> **Problem requirements**
Go through the records and copy each line where the word "junctions" occurs.

:: Listed records

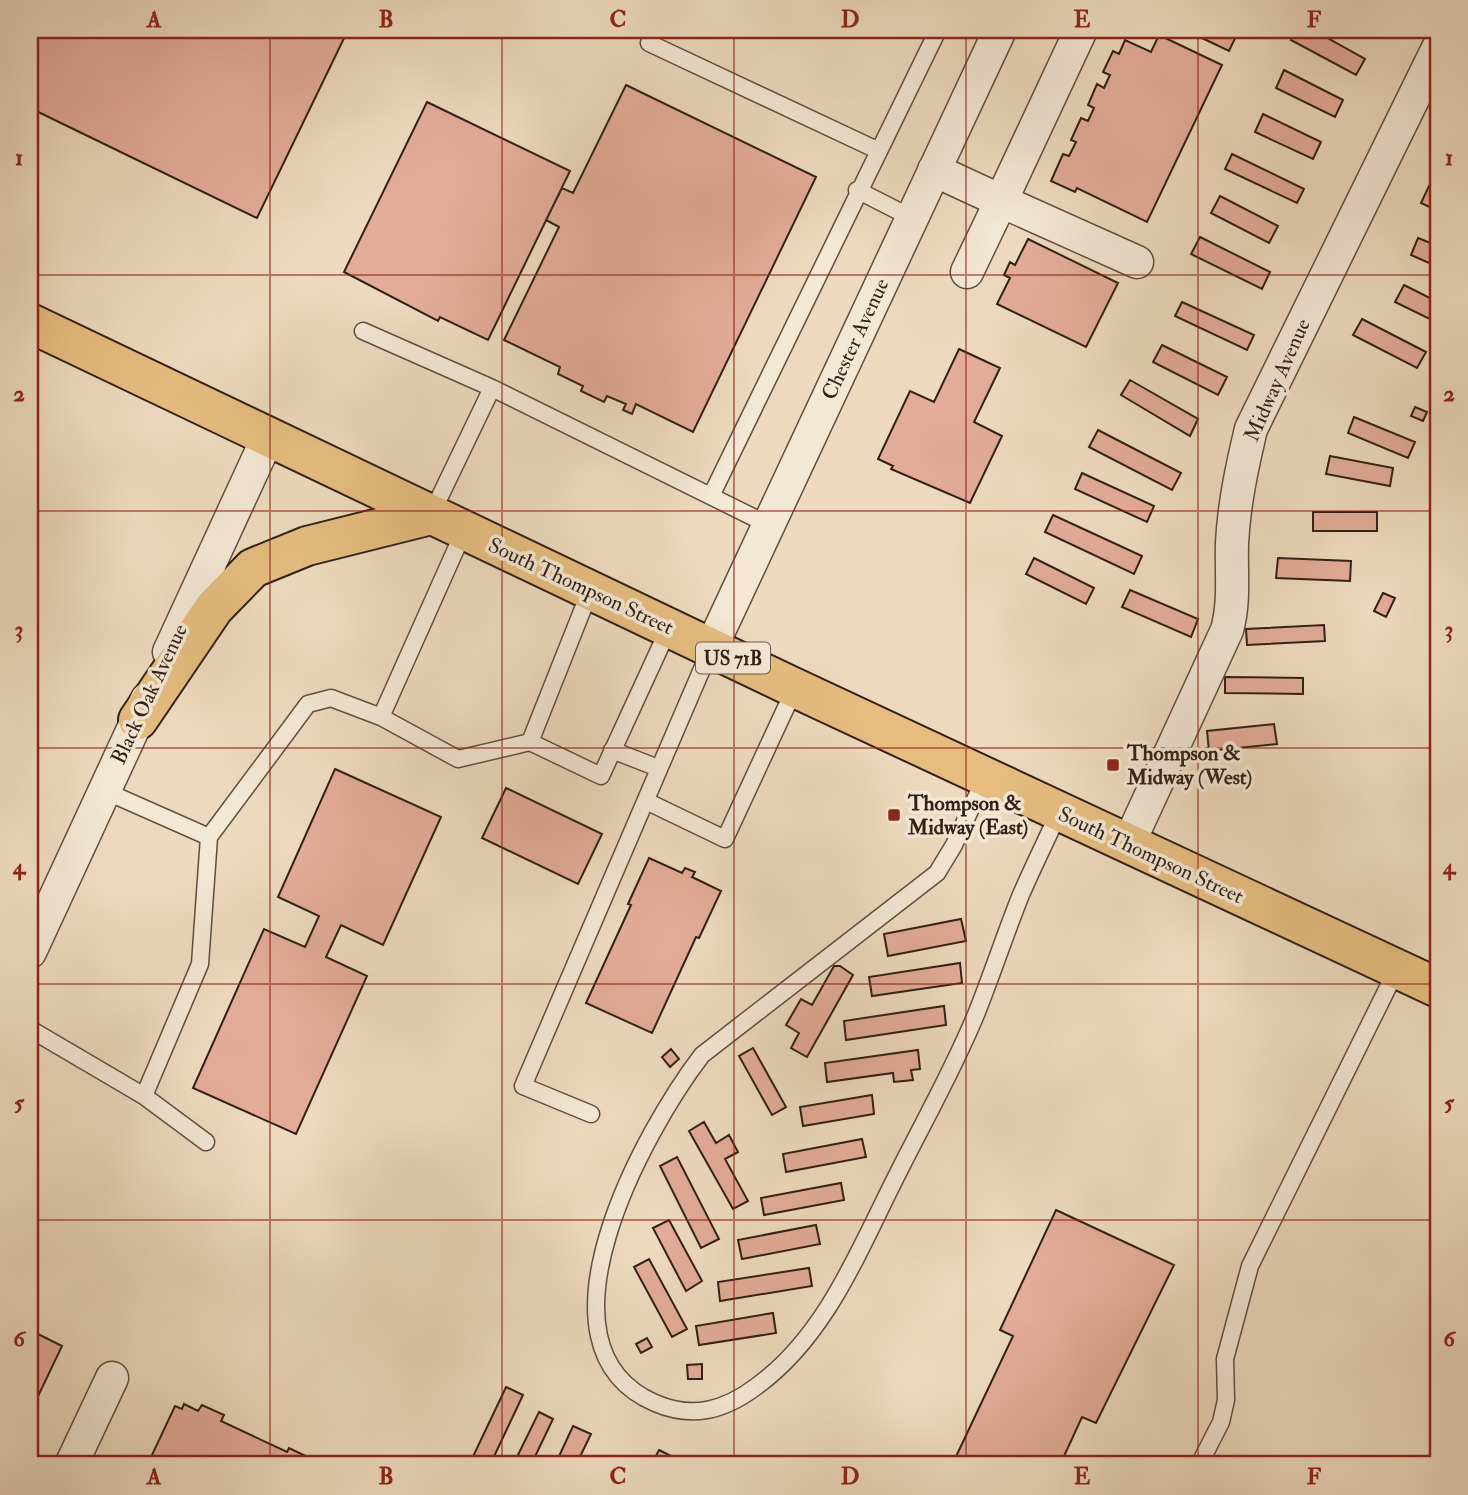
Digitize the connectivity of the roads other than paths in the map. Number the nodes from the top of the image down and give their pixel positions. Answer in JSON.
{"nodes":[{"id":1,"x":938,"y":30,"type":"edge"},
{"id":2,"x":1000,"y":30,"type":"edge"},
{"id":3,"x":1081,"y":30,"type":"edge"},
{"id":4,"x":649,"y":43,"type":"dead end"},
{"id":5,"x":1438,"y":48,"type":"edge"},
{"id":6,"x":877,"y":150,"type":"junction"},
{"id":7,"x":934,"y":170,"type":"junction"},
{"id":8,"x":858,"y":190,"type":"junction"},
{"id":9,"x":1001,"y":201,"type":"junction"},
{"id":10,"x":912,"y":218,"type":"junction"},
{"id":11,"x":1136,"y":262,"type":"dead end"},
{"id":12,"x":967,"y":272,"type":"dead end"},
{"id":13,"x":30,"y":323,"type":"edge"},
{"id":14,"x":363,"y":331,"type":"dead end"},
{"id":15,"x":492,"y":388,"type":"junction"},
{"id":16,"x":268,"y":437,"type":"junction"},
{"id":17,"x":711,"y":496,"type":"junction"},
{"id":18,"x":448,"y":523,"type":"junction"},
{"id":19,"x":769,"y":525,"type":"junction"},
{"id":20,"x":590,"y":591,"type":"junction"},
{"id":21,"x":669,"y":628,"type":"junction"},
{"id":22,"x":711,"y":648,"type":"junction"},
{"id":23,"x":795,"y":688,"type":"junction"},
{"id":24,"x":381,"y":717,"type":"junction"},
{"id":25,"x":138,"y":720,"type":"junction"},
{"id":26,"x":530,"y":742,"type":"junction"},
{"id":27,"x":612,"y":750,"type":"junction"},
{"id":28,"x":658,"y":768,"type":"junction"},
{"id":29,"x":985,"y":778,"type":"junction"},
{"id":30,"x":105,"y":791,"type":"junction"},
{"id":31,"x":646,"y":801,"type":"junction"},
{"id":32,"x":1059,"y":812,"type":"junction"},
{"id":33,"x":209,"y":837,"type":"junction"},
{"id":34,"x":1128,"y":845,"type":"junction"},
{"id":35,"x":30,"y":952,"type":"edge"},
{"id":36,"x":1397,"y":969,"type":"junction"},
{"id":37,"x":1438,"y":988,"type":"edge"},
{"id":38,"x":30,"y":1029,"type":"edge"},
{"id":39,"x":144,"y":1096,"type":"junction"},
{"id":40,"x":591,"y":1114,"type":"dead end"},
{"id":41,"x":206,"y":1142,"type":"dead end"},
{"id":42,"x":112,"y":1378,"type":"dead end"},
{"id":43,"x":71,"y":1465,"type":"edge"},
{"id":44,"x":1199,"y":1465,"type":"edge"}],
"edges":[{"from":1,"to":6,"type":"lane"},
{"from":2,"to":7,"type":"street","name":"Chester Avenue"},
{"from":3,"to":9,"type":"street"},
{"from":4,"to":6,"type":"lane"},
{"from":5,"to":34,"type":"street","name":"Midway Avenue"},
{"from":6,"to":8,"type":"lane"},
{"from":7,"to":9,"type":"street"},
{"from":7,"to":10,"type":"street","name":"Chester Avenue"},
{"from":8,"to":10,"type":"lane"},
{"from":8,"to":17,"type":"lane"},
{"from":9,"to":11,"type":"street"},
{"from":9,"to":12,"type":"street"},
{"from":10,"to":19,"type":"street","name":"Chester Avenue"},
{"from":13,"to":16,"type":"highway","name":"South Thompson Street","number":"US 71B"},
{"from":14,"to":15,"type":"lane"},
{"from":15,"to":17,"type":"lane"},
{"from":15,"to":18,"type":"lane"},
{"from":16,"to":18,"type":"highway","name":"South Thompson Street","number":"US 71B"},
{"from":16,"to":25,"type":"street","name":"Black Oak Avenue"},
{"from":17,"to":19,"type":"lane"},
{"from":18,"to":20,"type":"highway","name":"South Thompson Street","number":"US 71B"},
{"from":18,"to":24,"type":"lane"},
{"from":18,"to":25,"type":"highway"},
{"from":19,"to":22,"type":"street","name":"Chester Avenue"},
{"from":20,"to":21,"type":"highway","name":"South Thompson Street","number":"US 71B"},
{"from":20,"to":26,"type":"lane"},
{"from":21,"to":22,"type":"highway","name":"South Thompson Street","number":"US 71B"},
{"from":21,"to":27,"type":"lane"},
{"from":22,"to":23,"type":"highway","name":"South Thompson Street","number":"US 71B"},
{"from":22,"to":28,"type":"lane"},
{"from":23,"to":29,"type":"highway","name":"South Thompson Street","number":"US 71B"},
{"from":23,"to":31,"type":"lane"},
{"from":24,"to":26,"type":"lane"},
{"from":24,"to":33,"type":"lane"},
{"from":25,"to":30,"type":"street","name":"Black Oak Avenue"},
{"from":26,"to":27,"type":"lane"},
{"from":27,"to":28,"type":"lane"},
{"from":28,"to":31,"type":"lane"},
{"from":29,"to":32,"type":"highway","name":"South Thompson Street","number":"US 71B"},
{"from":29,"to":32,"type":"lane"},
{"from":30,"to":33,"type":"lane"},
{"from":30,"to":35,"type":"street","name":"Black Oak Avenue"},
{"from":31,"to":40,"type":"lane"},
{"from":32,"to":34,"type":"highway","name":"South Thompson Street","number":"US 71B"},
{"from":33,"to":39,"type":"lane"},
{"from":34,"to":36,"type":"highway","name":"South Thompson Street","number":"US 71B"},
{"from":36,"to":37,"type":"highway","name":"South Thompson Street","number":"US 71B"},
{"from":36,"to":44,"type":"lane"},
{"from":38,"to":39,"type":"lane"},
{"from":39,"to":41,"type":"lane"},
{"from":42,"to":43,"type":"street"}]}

::::
:: Listed records

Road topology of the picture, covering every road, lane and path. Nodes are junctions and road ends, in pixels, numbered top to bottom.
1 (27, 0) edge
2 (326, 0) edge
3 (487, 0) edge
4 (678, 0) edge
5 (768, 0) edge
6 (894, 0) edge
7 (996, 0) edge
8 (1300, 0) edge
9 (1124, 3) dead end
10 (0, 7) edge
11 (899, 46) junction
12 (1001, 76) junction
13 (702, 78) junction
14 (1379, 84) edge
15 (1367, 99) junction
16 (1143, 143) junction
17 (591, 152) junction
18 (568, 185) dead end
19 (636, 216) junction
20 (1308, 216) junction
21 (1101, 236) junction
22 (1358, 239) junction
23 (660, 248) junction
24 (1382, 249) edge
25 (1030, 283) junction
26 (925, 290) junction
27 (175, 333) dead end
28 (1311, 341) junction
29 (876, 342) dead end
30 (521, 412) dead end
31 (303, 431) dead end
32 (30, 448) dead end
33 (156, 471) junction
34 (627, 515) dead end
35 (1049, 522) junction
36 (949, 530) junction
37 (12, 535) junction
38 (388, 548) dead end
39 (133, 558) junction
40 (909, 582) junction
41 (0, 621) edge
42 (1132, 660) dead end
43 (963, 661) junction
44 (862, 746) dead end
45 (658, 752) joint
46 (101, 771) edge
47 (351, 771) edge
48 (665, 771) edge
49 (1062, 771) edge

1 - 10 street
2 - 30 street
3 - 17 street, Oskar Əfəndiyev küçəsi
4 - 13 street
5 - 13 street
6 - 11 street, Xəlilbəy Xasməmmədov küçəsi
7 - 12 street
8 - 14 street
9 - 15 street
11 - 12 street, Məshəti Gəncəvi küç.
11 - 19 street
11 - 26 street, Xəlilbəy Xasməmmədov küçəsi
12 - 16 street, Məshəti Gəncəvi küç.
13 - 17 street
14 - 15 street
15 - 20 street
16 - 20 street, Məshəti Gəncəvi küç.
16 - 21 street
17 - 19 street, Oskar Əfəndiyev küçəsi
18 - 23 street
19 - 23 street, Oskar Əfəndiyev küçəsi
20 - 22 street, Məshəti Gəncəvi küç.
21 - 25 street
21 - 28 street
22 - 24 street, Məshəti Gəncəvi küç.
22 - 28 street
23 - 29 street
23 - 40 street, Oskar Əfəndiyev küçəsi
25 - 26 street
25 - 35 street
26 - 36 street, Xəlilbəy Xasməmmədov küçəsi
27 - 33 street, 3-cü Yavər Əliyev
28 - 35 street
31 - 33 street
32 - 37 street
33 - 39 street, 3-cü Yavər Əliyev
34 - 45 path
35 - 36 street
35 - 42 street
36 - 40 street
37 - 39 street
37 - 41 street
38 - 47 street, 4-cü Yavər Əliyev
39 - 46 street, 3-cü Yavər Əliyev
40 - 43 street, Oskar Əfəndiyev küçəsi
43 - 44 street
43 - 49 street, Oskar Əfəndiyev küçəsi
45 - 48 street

::::
:: Listed records

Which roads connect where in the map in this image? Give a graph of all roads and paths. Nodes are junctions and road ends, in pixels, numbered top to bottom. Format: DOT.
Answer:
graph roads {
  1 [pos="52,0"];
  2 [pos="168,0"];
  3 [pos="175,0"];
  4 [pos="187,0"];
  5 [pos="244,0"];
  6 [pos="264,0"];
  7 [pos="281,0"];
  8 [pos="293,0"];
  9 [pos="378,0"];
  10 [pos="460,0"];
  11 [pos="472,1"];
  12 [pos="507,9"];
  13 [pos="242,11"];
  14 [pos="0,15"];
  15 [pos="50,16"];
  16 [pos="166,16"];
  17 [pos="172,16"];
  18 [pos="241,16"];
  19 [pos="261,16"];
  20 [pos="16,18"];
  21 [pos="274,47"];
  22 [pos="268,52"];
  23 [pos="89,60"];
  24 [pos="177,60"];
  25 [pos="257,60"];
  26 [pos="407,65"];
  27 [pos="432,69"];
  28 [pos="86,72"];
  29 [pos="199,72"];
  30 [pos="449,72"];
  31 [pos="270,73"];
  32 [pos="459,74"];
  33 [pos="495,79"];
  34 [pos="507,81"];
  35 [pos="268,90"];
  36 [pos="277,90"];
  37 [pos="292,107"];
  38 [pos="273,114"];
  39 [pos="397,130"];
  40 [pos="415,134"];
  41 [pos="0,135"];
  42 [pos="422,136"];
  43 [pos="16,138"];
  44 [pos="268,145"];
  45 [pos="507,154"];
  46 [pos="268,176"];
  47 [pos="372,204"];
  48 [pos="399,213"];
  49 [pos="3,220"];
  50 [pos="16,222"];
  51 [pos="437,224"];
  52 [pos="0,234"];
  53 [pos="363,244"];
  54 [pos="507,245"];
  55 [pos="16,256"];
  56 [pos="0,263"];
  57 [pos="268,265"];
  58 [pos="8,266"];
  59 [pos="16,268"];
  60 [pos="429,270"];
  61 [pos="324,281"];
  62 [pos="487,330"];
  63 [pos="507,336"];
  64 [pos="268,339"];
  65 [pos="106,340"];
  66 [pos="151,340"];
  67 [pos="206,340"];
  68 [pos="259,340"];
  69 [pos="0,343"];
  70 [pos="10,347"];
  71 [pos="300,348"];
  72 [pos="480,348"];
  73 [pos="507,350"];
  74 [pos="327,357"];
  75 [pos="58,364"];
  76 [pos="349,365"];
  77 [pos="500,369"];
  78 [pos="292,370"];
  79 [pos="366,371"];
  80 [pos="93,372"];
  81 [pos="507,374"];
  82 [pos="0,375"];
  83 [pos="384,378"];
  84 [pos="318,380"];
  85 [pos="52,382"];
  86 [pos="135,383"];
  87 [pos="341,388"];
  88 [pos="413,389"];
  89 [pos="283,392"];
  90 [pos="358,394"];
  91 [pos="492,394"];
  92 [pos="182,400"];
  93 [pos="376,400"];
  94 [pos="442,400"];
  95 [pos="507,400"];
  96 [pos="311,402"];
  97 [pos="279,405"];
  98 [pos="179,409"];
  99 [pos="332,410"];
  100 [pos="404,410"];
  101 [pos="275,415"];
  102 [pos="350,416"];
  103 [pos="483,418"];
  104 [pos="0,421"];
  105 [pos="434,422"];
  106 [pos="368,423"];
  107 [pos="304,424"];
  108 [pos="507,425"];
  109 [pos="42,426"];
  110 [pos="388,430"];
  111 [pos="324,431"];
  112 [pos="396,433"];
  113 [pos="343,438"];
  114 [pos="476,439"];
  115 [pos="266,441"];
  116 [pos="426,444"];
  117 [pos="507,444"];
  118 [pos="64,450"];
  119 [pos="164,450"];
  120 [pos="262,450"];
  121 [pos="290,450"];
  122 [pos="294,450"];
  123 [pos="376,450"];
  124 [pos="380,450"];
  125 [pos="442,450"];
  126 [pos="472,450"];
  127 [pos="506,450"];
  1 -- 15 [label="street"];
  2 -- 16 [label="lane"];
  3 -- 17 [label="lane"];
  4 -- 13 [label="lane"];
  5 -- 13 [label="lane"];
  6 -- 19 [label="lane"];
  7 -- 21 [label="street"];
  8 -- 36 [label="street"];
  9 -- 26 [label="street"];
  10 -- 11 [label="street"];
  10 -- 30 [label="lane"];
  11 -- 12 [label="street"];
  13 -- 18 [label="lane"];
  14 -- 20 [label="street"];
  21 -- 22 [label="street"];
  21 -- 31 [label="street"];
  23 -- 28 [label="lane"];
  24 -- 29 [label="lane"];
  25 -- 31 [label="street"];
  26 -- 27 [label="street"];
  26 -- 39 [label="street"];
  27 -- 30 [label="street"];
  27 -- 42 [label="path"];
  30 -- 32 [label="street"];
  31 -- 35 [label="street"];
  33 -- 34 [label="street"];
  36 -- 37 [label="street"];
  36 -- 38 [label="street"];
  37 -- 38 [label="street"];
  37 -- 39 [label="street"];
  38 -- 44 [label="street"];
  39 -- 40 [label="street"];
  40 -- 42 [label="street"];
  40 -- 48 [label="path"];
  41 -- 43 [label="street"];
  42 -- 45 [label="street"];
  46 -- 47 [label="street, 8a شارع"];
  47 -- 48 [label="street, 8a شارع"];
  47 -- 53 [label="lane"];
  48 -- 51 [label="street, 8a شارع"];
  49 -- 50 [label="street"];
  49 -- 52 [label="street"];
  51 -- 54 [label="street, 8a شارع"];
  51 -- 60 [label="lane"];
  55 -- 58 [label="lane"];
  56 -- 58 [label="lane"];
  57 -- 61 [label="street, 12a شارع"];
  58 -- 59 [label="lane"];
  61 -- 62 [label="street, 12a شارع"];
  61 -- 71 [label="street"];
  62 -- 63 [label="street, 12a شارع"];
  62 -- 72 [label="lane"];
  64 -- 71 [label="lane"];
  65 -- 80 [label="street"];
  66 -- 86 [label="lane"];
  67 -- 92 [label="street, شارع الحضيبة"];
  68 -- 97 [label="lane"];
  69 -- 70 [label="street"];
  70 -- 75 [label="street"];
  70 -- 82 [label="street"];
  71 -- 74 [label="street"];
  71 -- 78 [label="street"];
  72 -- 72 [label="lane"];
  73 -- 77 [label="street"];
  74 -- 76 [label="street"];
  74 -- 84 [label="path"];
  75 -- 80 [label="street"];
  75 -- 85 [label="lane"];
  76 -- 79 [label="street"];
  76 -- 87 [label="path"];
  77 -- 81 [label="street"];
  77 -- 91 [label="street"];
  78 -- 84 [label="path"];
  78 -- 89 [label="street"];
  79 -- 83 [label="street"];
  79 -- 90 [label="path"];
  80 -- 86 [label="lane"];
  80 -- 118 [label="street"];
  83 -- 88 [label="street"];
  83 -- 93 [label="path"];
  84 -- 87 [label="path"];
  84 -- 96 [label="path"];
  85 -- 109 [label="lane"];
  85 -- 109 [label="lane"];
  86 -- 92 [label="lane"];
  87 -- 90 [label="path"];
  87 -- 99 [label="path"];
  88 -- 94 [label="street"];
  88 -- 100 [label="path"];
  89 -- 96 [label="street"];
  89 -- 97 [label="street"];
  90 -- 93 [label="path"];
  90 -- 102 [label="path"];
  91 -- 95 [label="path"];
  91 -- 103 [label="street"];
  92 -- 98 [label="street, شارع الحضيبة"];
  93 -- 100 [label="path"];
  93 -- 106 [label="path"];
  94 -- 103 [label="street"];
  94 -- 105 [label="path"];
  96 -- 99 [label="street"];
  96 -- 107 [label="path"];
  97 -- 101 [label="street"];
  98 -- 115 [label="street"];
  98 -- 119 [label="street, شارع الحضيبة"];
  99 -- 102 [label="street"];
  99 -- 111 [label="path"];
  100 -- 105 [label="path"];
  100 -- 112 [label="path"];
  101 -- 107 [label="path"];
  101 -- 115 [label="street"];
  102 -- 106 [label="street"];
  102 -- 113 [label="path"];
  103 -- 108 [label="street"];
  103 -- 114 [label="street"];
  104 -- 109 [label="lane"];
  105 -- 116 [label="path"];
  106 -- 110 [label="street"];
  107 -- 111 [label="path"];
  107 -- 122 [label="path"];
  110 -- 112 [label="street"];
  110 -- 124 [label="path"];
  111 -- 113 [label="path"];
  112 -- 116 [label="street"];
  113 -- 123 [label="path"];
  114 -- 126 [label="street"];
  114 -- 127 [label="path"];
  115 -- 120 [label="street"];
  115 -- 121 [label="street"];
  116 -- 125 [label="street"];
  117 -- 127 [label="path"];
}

::::

> **Your solution**
Road topology of the picture, covering every road, lane and path. Nodes are junctions and road ends, in pixels, numbered top to bottom.
Which roads connect where in the map in this image? Give a graph of all roads and paths. Nodes are junctions and road ends, in pixels, numbered top to bottom. Format: DOT.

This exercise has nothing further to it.